▸ About this task
Please count the lines in the records below that include the word "Oscar" and report only the total.
---------- Data to examine
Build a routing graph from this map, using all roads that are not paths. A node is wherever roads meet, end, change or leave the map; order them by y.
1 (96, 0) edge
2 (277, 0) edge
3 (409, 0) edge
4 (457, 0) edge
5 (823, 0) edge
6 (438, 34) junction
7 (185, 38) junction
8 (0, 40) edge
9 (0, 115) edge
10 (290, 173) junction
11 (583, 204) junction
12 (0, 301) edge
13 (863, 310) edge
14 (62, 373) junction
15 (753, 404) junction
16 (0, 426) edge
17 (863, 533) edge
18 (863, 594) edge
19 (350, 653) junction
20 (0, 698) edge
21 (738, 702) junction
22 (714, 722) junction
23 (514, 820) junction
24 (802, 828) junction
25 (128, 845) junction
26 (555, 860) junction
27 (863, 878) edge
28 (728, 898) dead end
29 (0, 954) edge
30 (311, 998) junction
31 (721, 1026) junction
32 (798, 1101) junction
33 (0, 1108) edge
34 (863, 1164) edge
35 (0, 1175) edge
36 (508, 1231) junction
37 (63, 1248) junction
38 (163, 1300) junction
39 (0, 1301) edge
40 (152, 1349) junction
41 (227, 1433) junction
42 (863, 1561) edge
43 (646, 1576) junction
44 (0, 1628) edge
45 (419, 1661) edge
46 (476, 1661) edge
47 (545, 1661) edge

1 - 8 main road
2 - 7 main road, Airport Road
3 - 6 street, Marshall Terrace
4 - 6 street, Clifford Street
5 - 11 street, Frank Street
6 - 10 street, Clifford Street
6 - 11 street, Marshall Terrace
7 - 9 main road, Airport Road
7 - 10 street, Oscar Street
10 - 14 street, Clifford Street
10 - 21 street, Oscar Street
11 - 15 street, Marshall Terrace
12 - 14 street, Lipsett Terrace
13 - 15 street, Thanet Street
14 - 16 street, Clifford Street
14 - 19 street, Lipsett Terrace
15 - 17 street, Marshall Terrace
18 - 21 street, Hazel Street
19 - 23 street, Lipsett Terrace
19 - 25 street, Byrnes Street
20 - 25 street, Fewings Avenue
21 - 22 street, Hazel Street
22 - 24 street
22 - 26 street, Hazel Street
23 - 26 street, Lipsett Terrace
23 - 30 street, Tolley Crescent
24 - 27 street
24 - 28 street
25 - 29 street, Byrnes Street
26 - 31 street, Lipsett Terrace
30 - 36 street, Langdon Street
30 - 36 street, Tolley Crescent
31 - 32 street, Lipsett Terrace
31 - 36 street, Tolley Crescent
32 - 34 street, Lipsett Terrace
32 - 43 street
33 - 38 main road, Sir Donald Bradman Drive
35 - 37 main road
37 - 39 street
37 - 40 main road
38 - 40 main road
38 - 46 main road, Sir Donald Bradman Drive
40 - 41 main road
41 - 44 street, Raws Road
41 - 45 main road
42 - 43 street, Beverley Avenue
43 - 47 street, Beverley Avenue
--------------------
▸ Solution below
2